Por Andressa Trindade
 

Sorrimos para demonstrar alegria, satisfação, felicidade e até para substituir palavras. Esse ato tão humano faz parte da nossa forma de comunicação e interação. Um rosto proporcional associado a um sorriso agradável geralmente reflete saúde, bem-estar e desenvoltura social. “A face e o sorriso se completam. Por isso, cerca de dois terços das pessoas que procuram tratamento ortodôntico são motivadas pela aparência”, afirma Raquel Prado, especialista em Ortodontia e Ortopedia Facial e professora de Harmonização Orofacial.

A expressão do rosto envolve um processo complexo e integrado entre diversos componentes, como posição e volume dos ossos, dinâmica e função dos músculos, distribuição da gordura facial, textura e constituição da pele. “O contorno e a topografia dessa região, resultantes do relacionamento entre os diversos componentes, abrigam e emolduram o sorriso, uma característica que parece ser universal no ser humano e que o diferencia de todos os outros animais do planeta”, explica Lucila Largura, doutora em Ortodontia e pós-graduada em Estética Orofacial.

Embora a maioria dos profissionais da Odontologia tenha trabalhado por muitos anos de maneira limitada à cavidade oral, existe uma relação indiscutível entre sorriso e face. “Não há como separar um do outro. O trabalho do cirurgião-dentista se traduz em reabilitações orofaciais na medida em que agrega os vários elementos que compõem o sorriso e o inserem no contexto do indivíduo”, pontua Maristela Lobo, doutora em Dentística Restauradora e professora da pós-graduação em Odontologia Estética do Senac.
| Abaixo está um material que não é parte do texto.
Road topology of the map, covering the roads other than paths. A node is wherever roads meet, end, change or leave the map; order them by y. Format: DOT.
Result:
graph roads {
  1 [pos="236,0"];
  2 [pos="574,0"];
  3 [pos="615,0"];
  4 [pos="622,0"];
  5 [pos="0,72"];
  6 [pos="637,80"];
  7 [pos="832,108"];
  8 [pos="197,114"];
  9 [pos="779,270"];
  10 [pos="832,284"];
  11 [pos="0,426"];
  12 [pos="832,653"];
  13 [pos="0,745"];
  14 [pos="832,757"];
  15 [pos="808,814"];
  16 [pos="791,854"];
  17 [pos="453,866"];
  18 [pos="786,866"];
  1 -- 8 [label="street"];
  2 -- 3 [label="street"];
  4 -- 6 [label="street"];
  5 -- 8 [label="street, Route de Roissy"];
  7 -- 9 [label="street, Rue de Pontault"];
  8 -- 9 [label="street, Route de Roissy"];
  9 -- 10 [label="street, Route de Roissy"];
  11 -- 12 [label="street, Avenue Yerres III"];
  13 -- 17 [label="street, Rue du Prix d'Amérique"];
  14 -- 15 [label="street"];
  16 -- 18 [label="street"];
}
A Harmonização Orofacial realizada hoje por cirurgiões-dentistas e recentemente regulamentada como especialidade pelo Conselho Federal de Odontologia (CFO), quando aliada à Ortodontia, pode auxiliar em vários fatores que vão além da estética. O equilíbrio entre as linhas do rosto é apenas um dos objetivos do tratamento ortodôntico. Na verdade, de acordo com Raquel, a meta é posicionar corretamente os dentes e as bases ósseas, resultando em uma relação estável entre as arcadas. Assim, com os dentes e as bases ósseas bem posicionadas, os tecidos adjacentes refletem a harmonia da face.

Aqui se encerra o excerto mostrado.